__Brief__. Copy every record exactly as it stands. Leave the pictures out.

+++ Input data +++

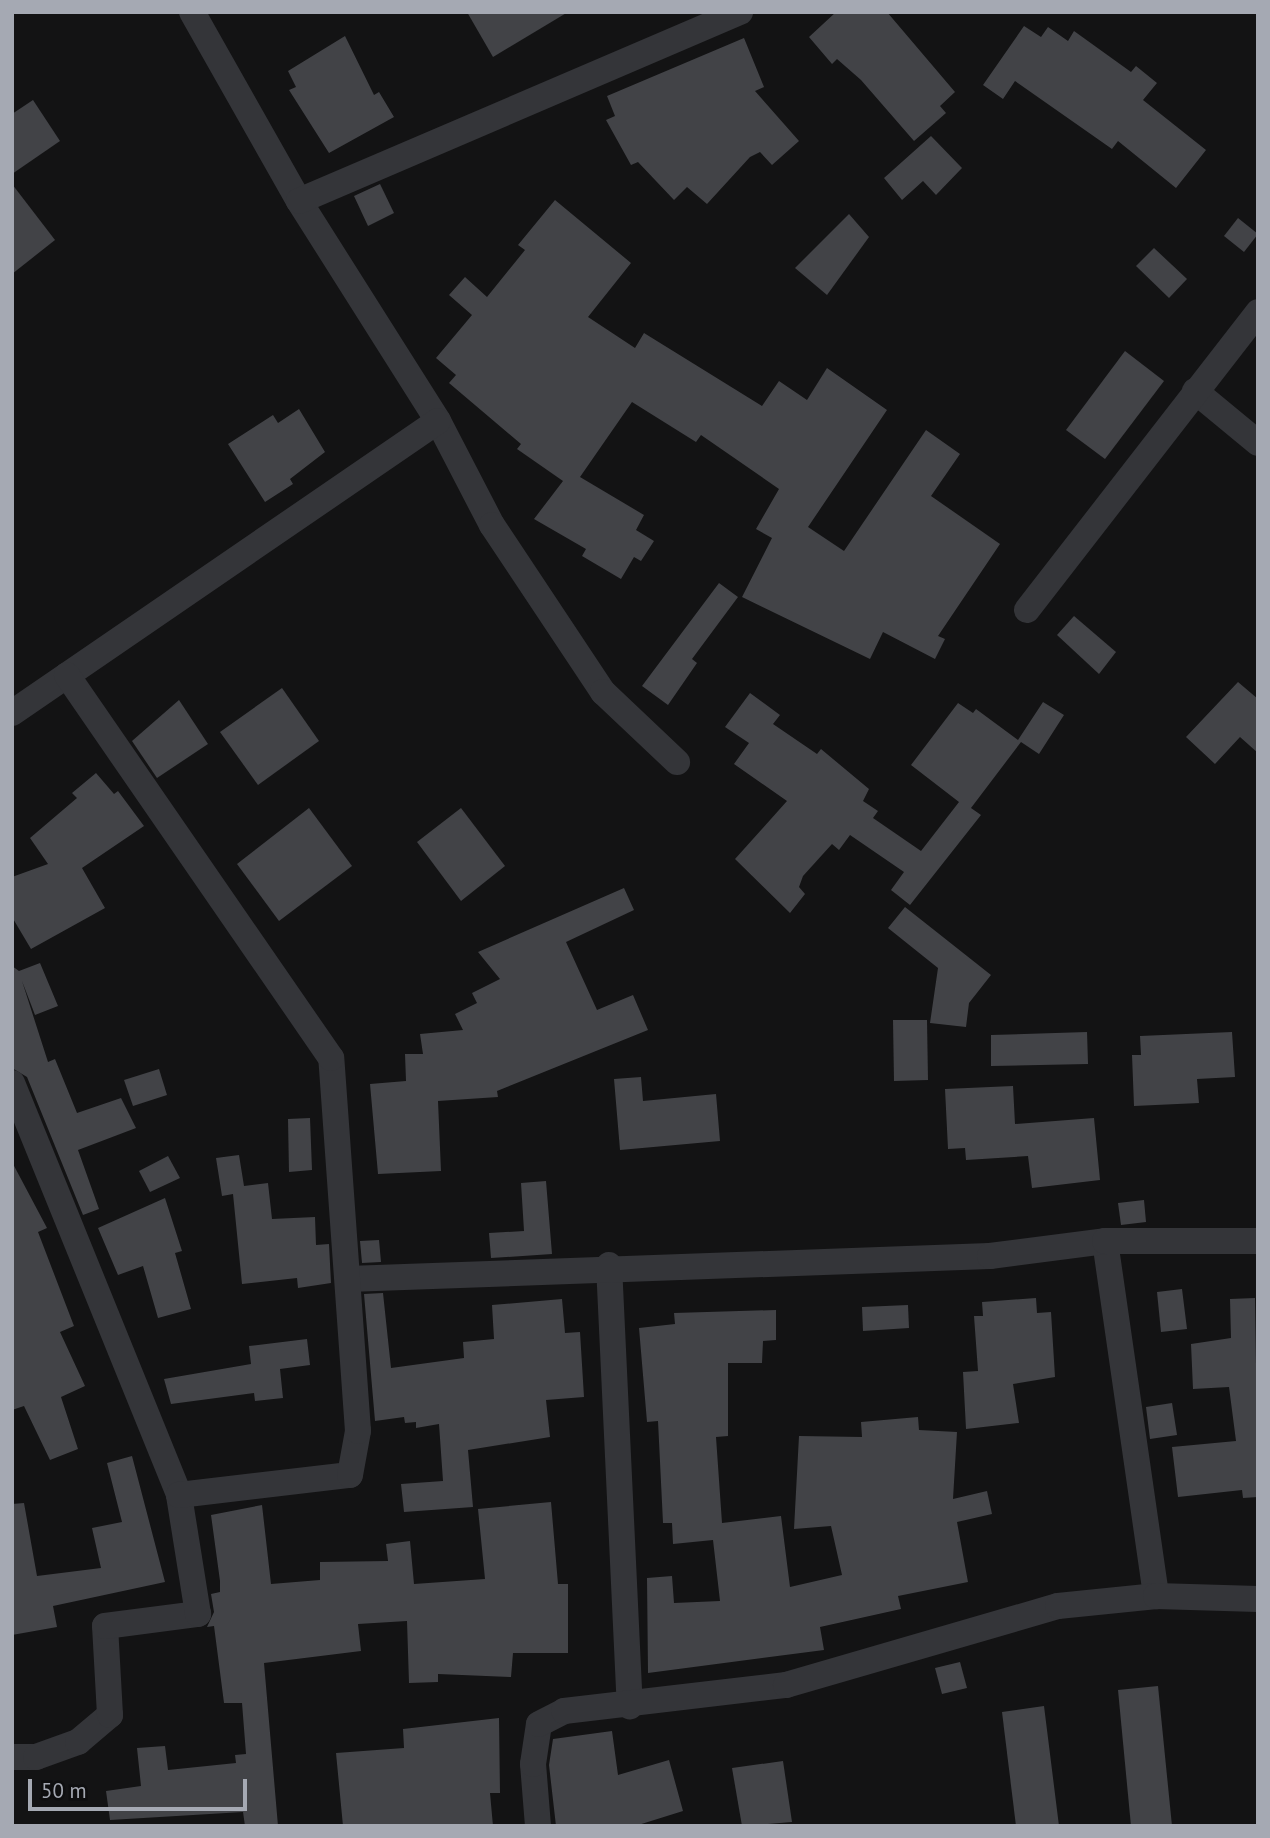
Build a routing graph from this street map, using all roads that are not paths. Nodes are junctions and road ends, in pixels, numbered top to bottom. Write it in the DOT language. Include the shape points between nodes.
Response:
graph roads {
  1 [pos="192,12"];
  2 [pos="740,12"];
  3 [pos="299,201"];
  4 [pos="1258,312"];
  5 [pos="1195,391"];
  6 [pos="438,421"];
  7 [pos="1258,443"];
  8 [pos="1027,610"];
  9 [pos="67,675"];
  10 [pos="12,713"];
  11 [pos="677,762"];
  12 [pos="12,1083"];
  13 [pos="1105,1241"];
  14 [pos="1258,1241"];
  15 [pos="608,1265"];
  16 [pos="348,1279"];
  17 [pos="179,1495"];
  18 [pos="1156,1595"];
  19 [pos="1258,1599"];
  20 [pos="630,1707"];
  21 [pos="12,1757"];
  22 [pos="538,1826"];
  1 -- 3 [label="street"];
  2 -- 3 [label="street"];
  3 -- 6 [label="street"];
  4 -- 5 [label="street"];
  5 -- 7 [label="street"];
  5 -- 8 [label="street"];
  6 -- 9 [label="street"];
  6 -- 11 [label="street" via="492,526 603,692"];
  9 -- 10 [label="street"];
  9 -- 16 [label="street" via="331,1058"];
  12 -- 17 [label="street"];
  13 -- 14 [label="street"];
  13 -- 15 [label="street" via="990,1256"];
  13 -- 18 [label="street"];
  15 -- 16 [label="street"];
  15 -- 20 [label="street"];
  16 -- 17 [label="street" via="358,1431 351,1475"];
  17 -- 21 [label="street" via="198,1614 104,1626 110,1715 78,1742 36,1757"];
  18 -- 19 [label="street"];
  18 -- 20 [label="street" via="1058,1606 786,1685"];
  20 -- 22 [label="street" via="564,1711 539,1724 533,1764"];
}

+++

__Answer box__.
Build a routing graph from this street map, using all roads that are not paths. Nodes are junctions and road ends, in pixels, numbered top to bottom. Write it in the DOT language. Include the shape points between nodes.
Response:
graph roads {
  1 [pos="192,12"];
  2 [pos="740,12"];
  3 [pos="299,201"];
  4 [pos="1258,312"];
  5 [pos="1195,391"];
  6 [pos="438,421"];
  7 [pos="1258,443"];
  8 [pos="1027,610"];
  9 [pos="67,675"];
  10 [pos="12,713"];
  11 [pos="677,762"];
  12 [pos="12,1083"];
  13 [pos="1105,1241"];
  14 [pos="1258,1241"];
  15 [pos="608,1265"];
  16 [pos="348,1279"];
  17 [pos="179,1495"];
  18 [pos="1156,1595"];
  19 [pos="1258,1599"];
  20 [pos="630,1707"];
  21 [pos="12,1757"];
  22 [pos="538,1826"];
  1 -- 3 [label="street"];
  2 -- 3 [label="street"];
  3 -- 6 [label="street"];
  4 -- 5 [label="street"];
  5 -- 7 [label="street"];
  5 -- 8 [label="street"];
  6 -- 9 [label="street"];
  6 -- 11 [label="street" via="492,526 603,692"];
  9 -- 10 [label="street"];
  9 -- 16 [label="street" via="331,1058"];
  12 -- 17 [label="street"];
  13 -- 14 [label="street"];
  13 -- 15 [label="street" via="990,1256"];
  13 -- 18 [label="street"];
  15 -- 16 [label="street"];
  15 -- 20 [label="street"];
  16 -- 17 [label="street" via="358,1431 351,1475"];
  17 -- 21 [label="street" via="198,1614 104,1626 110,1715 78,1742 36,1757"];
  18 -- 19 [label="street"];
  18 -- 20 [label="street" via="1058,1606 786,1685"];
  20 -- 22 [label="street" via="564,1711 539,1724 533,1764"];
}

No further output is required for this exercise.